*** Block opens ***
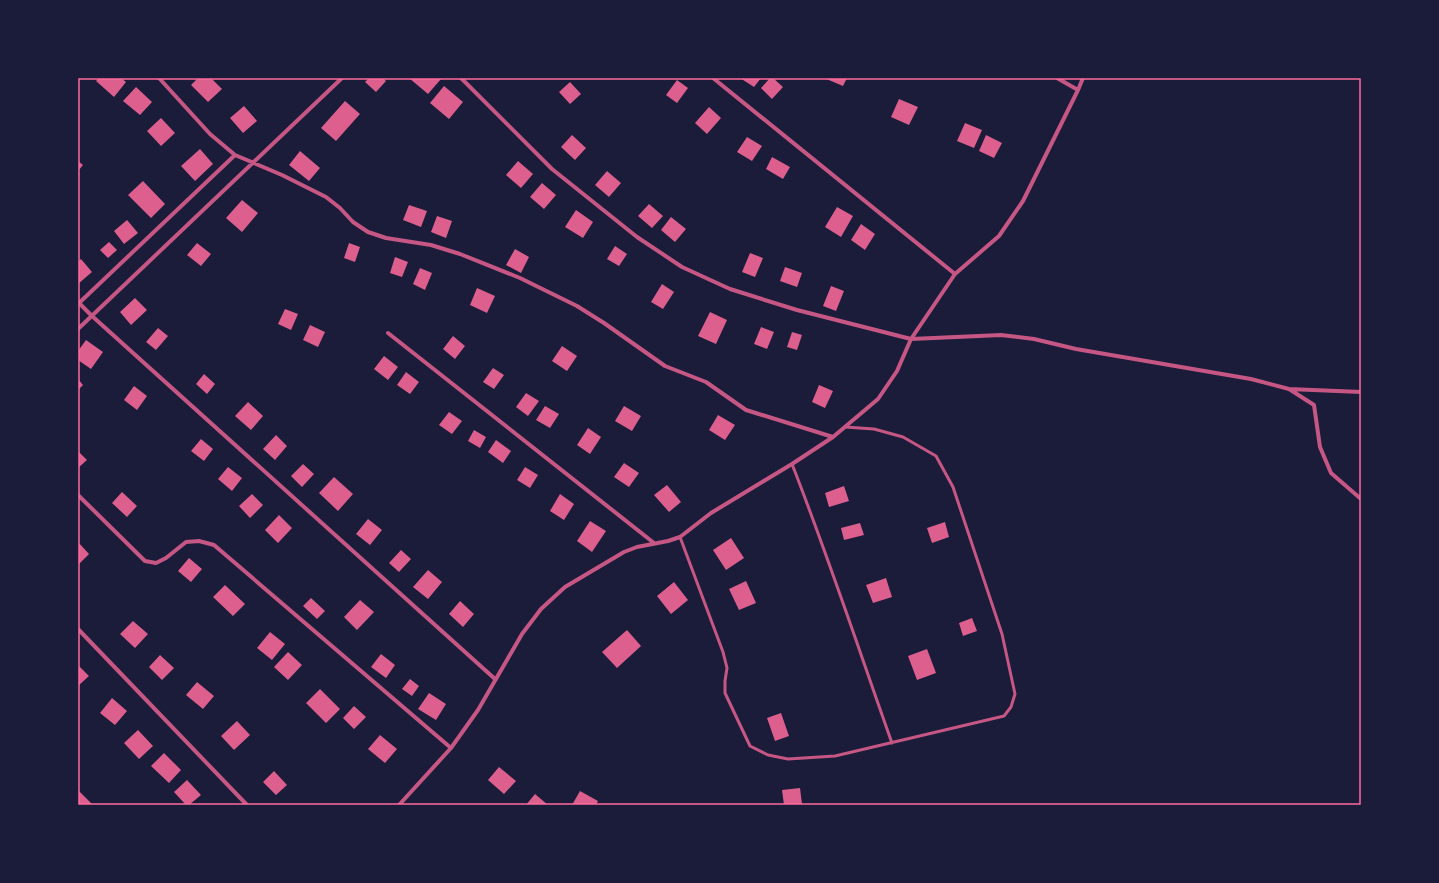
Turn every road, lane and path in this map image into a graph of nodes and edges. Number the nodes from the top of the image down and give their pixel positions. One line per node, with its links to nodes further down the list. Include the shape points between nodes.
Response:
1 (159, 78): 8 (street, via 210,134)
2 (342, 78): 9 (street)
3 (461, 78): 15 (street, via 552,169 637,237 682,267 730,289 797,310)
4 (713, 78): 10 (street)
5 (1057, 78): 7 (street)
6 (1083, 78): 7 (street)
7 (1078, 90): 10 (street, via 1023,201 999,236)
8 (235, 155): 9 (street); 11 (street)
9 (254, 162): 12 (street); 19 (street, via 326,197 368,232 386,238 431,245 520,278 576,306 665,366 706,382 746,410)
10 (955, 274): 15 (street)
11 (78, 303): 12 (street)
12 (92, 316): 13 (street); 26 (street)
13 (78, 329)
14 (388, 332): 24 (street)
15 (911, 339): 16 (street, via 1001,335 1034,339 1076,349 1251,379); 18 (street, via 897,371 878,399)
16 (1289, 389): 17 (street); 22 (street, via 1314,405 1320,447 1331,473)
17 (1361, 392)
18 (845, 427): 19 (street); 27 (lane, via 874,429 903,436 936,456 953,487 1000,627 1015,694 1011,707 1004,716)
19 (832, 436): 20 (street)
20 (792, 464): 23 (street, via 711,513); 27 (lane)
21 (78, 495): 28 (street, via 145,560 156,563 186,542 199,541 214,545)
22 (1361, 499)
23 (680, 537): 24 (street); 27 (lane, via 723,652 727,668 725,693 750,746 768,755 788,759 835,756)
24 (654, 543): 26 (street, via 624,552 565,587 541,609 522,634)
25 (78, 629): 29 (street)
26 (495, 679): 28 (street, via 478,710)
27 (892, 743)
28 (451, 748): 30 (street)
29 (247, 805)
30 (399, 805)

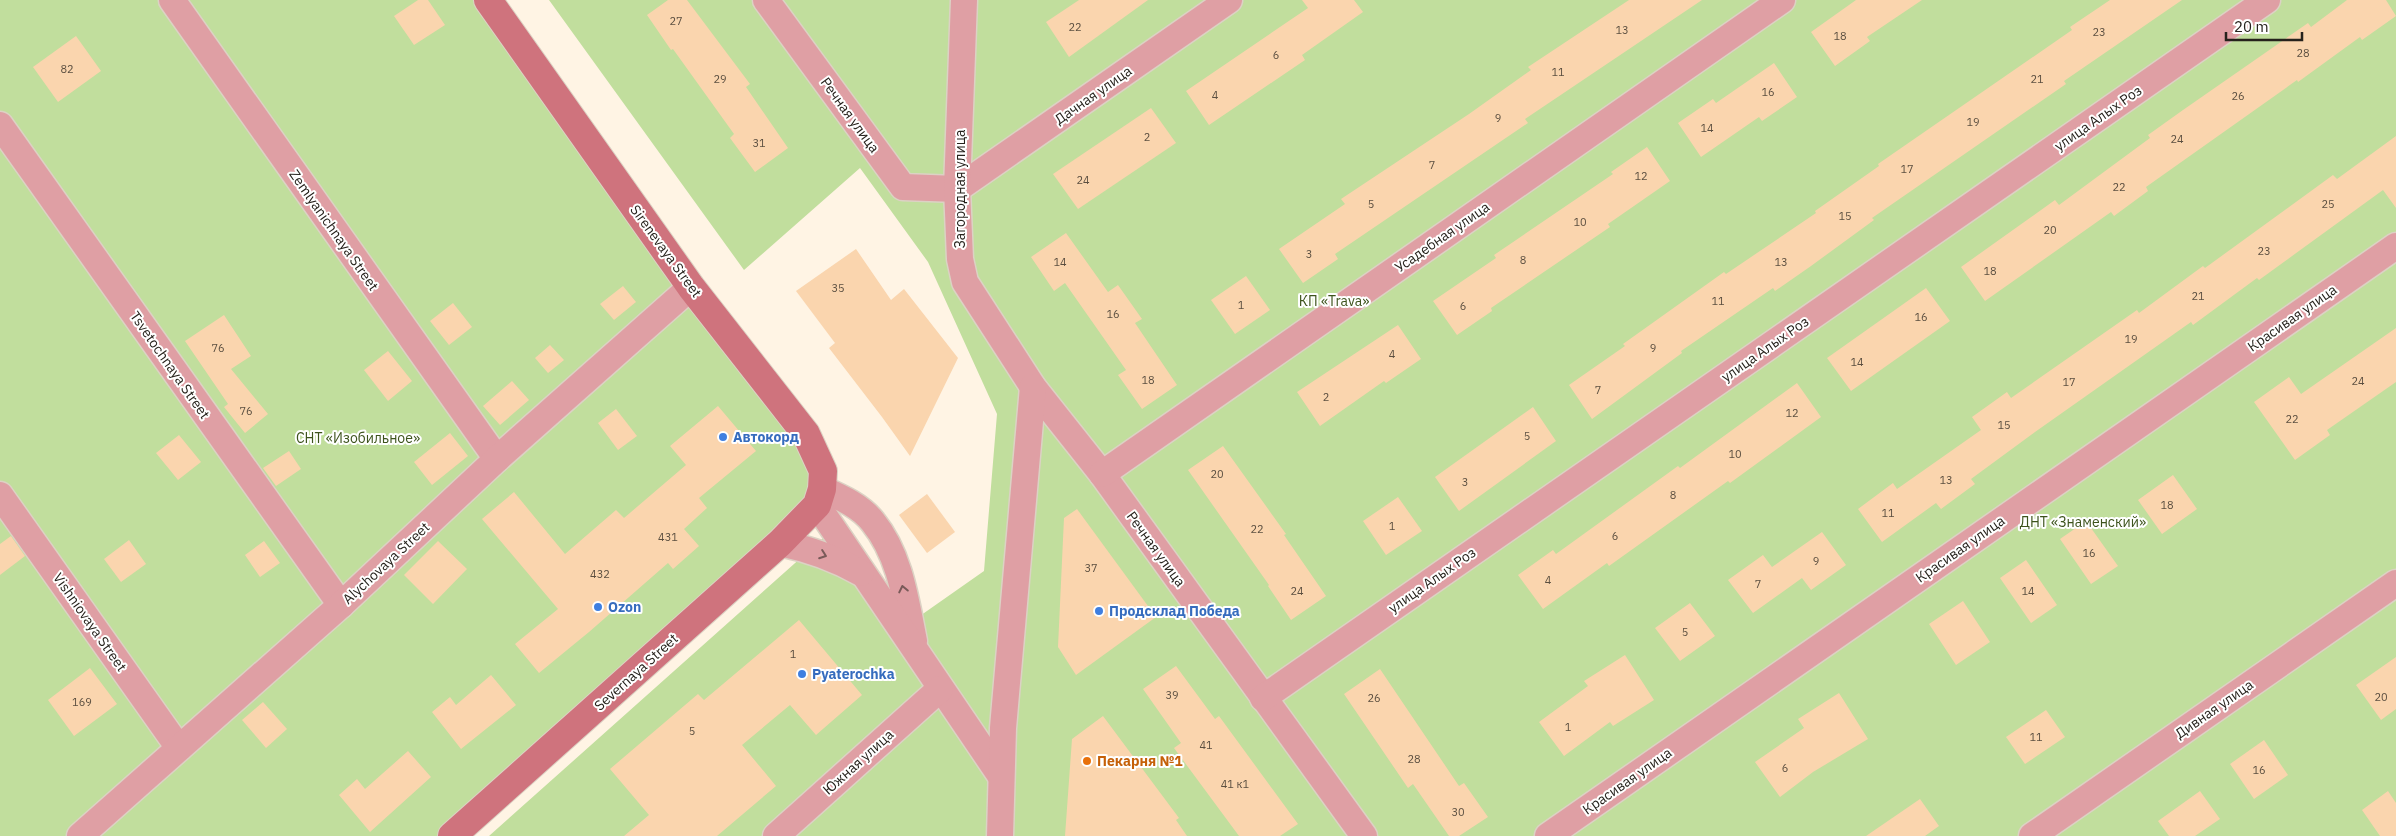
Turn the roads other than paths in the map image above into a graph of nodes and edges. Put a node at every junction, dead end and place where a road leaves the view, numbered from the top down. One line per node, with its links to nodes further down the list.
1 (172, 0): 13 (street, Zemlyanichnaya Street)
2 (488, 0): 11 (street, Sirenevaya Street)
3 (766, 0): 9 (street, Речная улица)
4 (964, 0): 9 (street, Загородная улица)
5 (1229, 0): 9 (street, Дачная улица)
6 (1782, 0): 14 (street, Усадебная улица)
7 (2268, 0): 23 (street, улица Алых Роз)
8 (0, 125): 20 (street, Tsvetochnaya Street)
9 (956, 189): 12 (street, Загородная улица)
10 (2396, 246): 31 (street, Красивая улица)
11 (691, 287): 13 (street, Alychovaya Street); 16 (street, Sirenevaya Street)
12 (1033, 387): 14 (street, Речная улица); 25 (street)
13 (497, 459): 20 (street, Alychovaya Street)
14 (1102, 474): 23 (street, Речная улица)
15 (0, 495): 24 (street, Vishniovaya Street)
16 (819, 497): 17 (street, Severnaya Street); 18 (street); 21 (street, one-way to 16)
17 (780, 543): 18 (street, one-way to 18); 27 (street, Severnaya Street)
18 (863, 574): 21 (street)
19 (2396, 582): 32 (street, Дивная улица)
20 (340, 605): 24 (street, Alychovaya Street)
21 (917, 654): 22 (street)
22 (940, 689): 25 (street); 28 (street, Южная улица)
23 (1262, 698): 30 (street, Речная улица)
24 (179, 748): 26 (street, Alychovaya Street)
25 (1000, 775): 29 (street)
26 (80, 836)
27 (452, 836)
28 (776, 836)
29 (1000, 836)
30 (1364, 836)
31 (1548, 836)
32 (2032, 836)

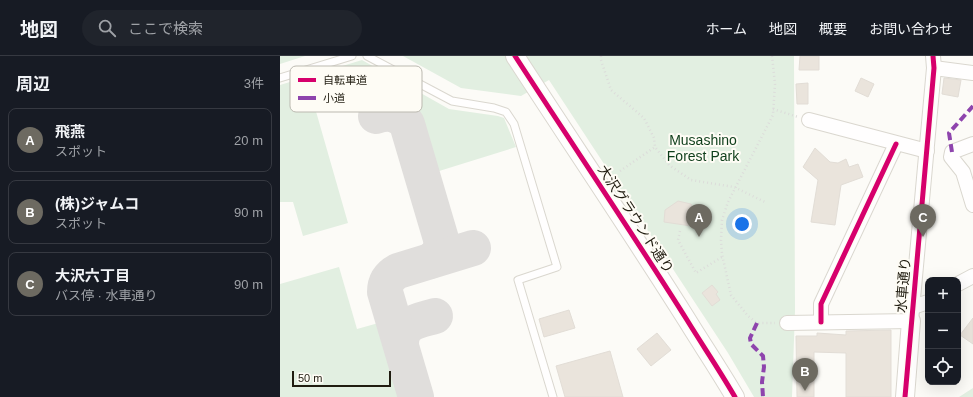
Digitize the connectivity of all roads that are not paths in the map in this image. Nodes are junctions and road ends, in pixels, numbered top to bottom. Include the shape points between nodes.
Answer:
1 (352, 56) edge
2 (367, 56) edge
3 (514, 56) edge
4 (934, 62) edge
5 (319, 66) edge
6 (386, 66) edge
7 (973, 73) edge
8 (290, 75) edge
9 (280, 78) edge
10 (422, 84) edge
11 (809, 120) road end
12 (896, 144) junction
13 (973, 144) edge
14 (927, 151) junction
15 (973, 204) edge
16 (973, 276) edge
17 (961, 282) edge
18 (925, 304) edge
19 (912, 314) junction
20 (821, 322) junction
21 (787, 323) road end
22 (553, 397) edge
23 (735, 397) edge
24 (905, 397) edge

1 - 5 lane
2 - 6 lane
3 - 23 street, 大沢グラウンド通り
4 - 7 street
4 - 14 street, 水車通り
8 - 9 lane
10 - 22 lane via 452,100 506,112 514,124 557,267 518,280
11 - 12 street
12 - 14 street
12 - 20 street via 821,304
13 - 15 street via 952,152 951,157 963,172
14 - 19 street, 水車通り
16 - 17 street
18 - 19 street
19 - 20 street
19 - 24 street, 水車通り
20 - 21 street

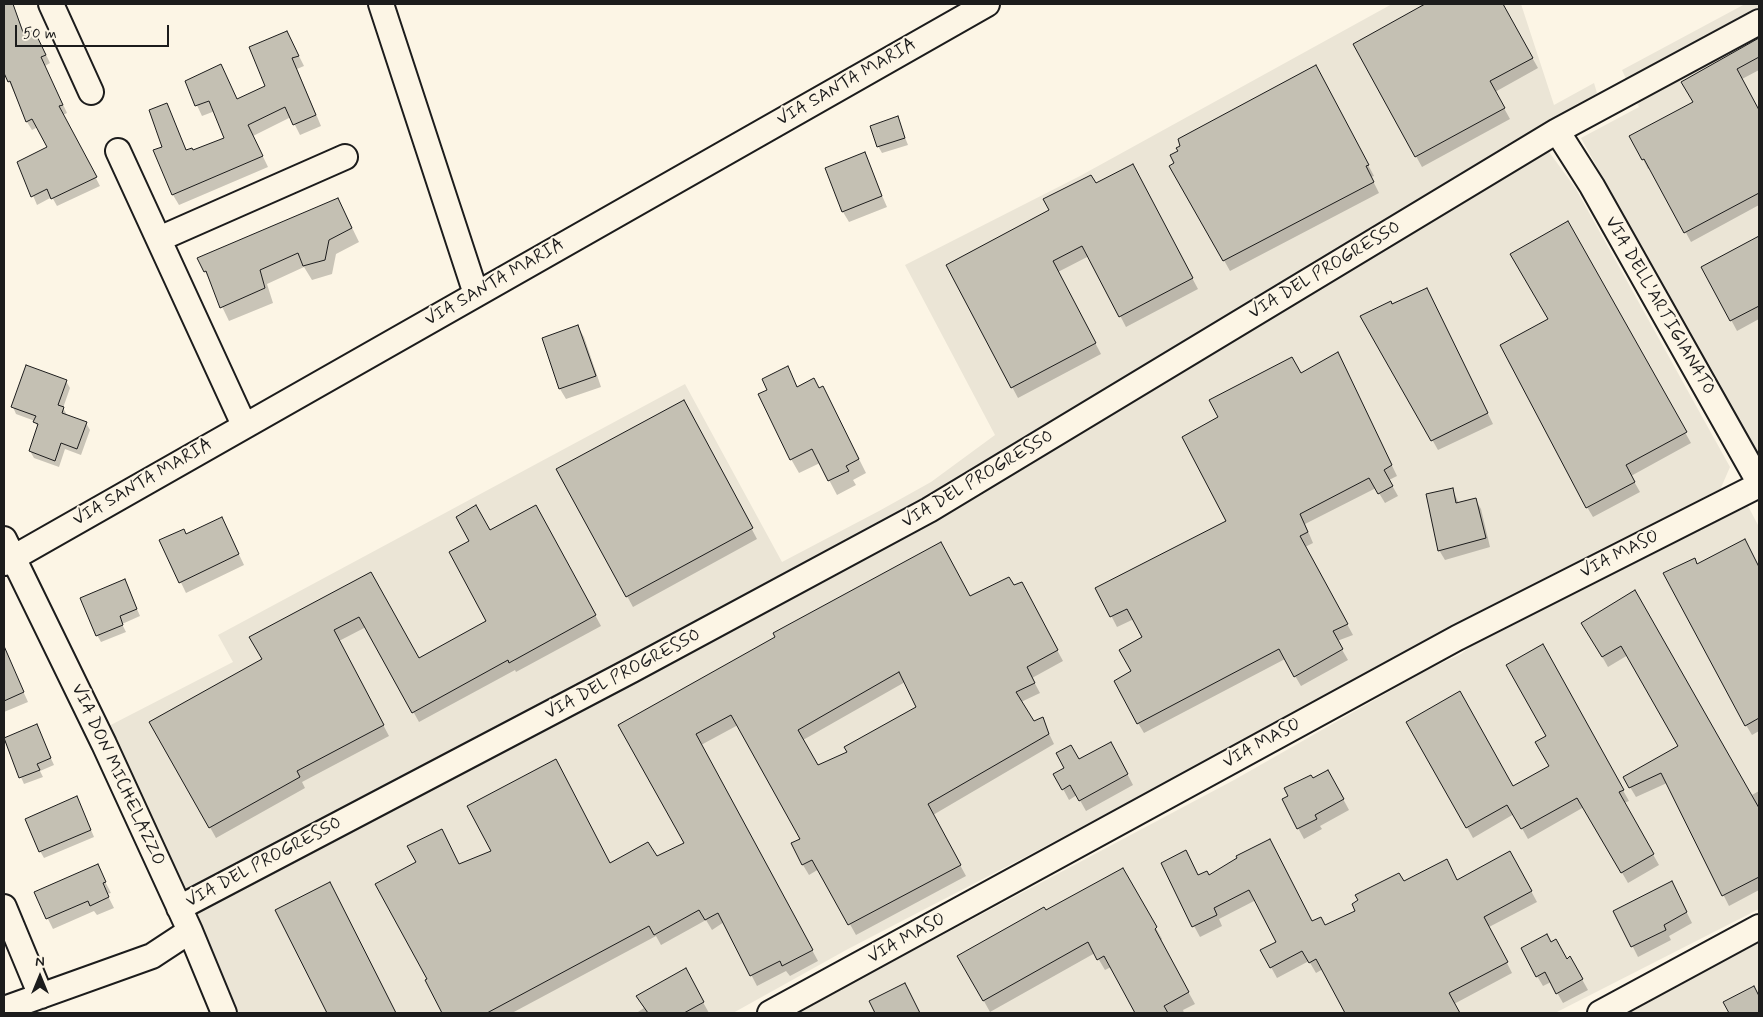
*** Block closes ***
What is needed: Print all records word for word, no images.

Output:
Turn every road, lane and path in this map image into a graph of nodes and edges. Number the nodes from the top of the image down and give their pixel positions. One line per node, with its links to nodes further down the list. Include the shape points between nodes.
Response:
1 (159, 78): 8 (street, via 210,134)
2 (342, 78): 9 (street)
3 (461, 78): 15 (street, via 552,169 637,237 682,267 730,289 797,310)
4 (713, 78): 10 (street)
5 (1057, 78): 7 (street)
6 (1083, 78): 7 (street)
7 (1078, 90): 10 (street, via 1023,201 999,236)
8 (235, 155): 9 (street); 11 (street)
9 (254, 162): 12 (street); 19 (street, via 326,197 368,232 386,238 431,245 520,278 576,306 665,366 706,382 746,410)
10 (955, 274): 15 (street)
11 (78, 303): 12 (street)
12 (92, 316): 13 (street); 26 (street)
13 (78, 329)
14 (388, 332): 24 (street)
15 (911, 339): 16 (street, via 1001,335 1034,339 1076,349 1251,379); 18 (street, via 897,371 878,399)
16 (1289, 389): 17 (street); 22 (street, via 1314,405 1320,447 1331,473)
17 (1361, 392)
18 (845, 427): 19 (street); 27 (lane, via 874,429 903,436 936,456 953,487 1000,627 1015,694 1011,707 1004,716)
19 (832, 436): 20 (street)
20 (792, 464): 23 (street, via 711,513); 27 (lane)
21 (78, 495): 28 (street, via 145,560 156,563 186,542 199,541 214,545)
22 (1361, 499)
23 (680, 537): 24 (street); 27 (lane, via 723,652 727,668 725,693 750,746 768,755 788,759 835,756)
24 (654, 543): 26 (street, via 624,552 565,587 541,609 522,634)
25 (78, 629): 29 (street)
26 (495, 679): 28 (street, via 478,710)
27 (892, 743)
28 (451, 748): 30 (street)
29 (247, 805)
30 (399, 805)

Turn the roads other than paths in the map image above into a graph of nodes and edges. Put a node at every junction, dead end and place where a road leaves the view, numbered from the top down. One line per node, with its links to nodes further down the list.
1 (172, 0): 13 (street, Zemlyanichnaya Street)
2 (488, 0): 11 (street, Sirenevaya Street)
3 (766, 0): 9 (street, Речная улица)
4 (964, 0): 9 (street, Загородная улица)
5 (1229, 0): 9 (street, Дачная улица)
6 (1782, 0): 14 (street, Усадебная улица)
7 (2268, 0): 23 (street, улица Алых Роз)
8 (0, 125): 20 (street, Tsvetochnaya Street)
9 (956, 189): 12 (street, Загородная улица)
10 (2396, 246): 31 (street, Красивая улица)
11 (691, 287): 13 (street, Alychovaya Street); 16 (street, Sirenevaya Street)
12 (1033, 387): 14 (street, Речная улица); 25 (street)
13 (497, 459): 20 (street, Alychovaya Street)
14 (1102, 474): 23 (street, Речная улица)
15 (0, 495): 24 (street, Vishniovaya Street)
16 (819, 497): 17 (street, Severnaya Street); 18 (street); 21 (street, one-way to 16)
17 (780, 543): 18 (street, one-way to 18); 27 (street, Severnaya Street)
18 (863, 574): 21 (street)
19 (2396, 582): 32 (street, Дивная улица)
20 (340, 605): 24 (street, Alychovaya Street)
21 (917, 654): 22 (street)
22 (940, 689): 25 (street); 28 (street, Южная улица)
23 (1262, 698): 30 (street, Речная улица)
24 (179, 748): 26 (street, Alychovaya Street)
25 (1000, 775): 29 (street)
26 (80, 836)
27 (452, 836)
28 (776, 836)
29 (1000, 836)
30 (1364, 836)
31 (1548, 836)
32 (2032, 836)

Digitize the connectivity of all roads that are not paths in the map in this image. Nodes are junctions and road ends, in pixels, numbered top to bottom. Include the shape points between nodes.
Answer:
1 (352, 56) edge
2 (367, 56) edge
3 (514, 56) edge
4 (934, 62) edge
5 (319, 66) edge
6 (386, 66) edge
7 (973, 73) edge
8 (290, 75) edge
9 (280, 78) edge
10 (422, 84) edge
11 (809, 120) road end
12 (896, 144) junction
13 (973, 144) edge
14 (927, 151) junction
15 (973, 204) edge
16 (973, 276) edge
17 (961, 282) edge
18 (925, 304) edge
19 (912, 314) junction
20 (821, 322) junction
21 (787, 323) road end
22 (553, 397) edge
23 (735, 397) edge
24 (905, 397) edge

1 - 5 lane
2 - 6 lane
3 - 23 street, 大沢グラウンド通り
4 - 7 street
4 - 14 street, 水車通り
8 - 9 lane
10 - 22 lane via 452,100 506,112 514,124 557,267 518,280
11 - 12 street
12 - 14 street
12 - 20 street via 821,304
13 - 15 street via 952,152 951,157 963,172
14 - 19 street, 水車通り
16 - 17 street
18 - 19 street
19 - 20 street
19 - 24 street, 水車通り
20 - 21 street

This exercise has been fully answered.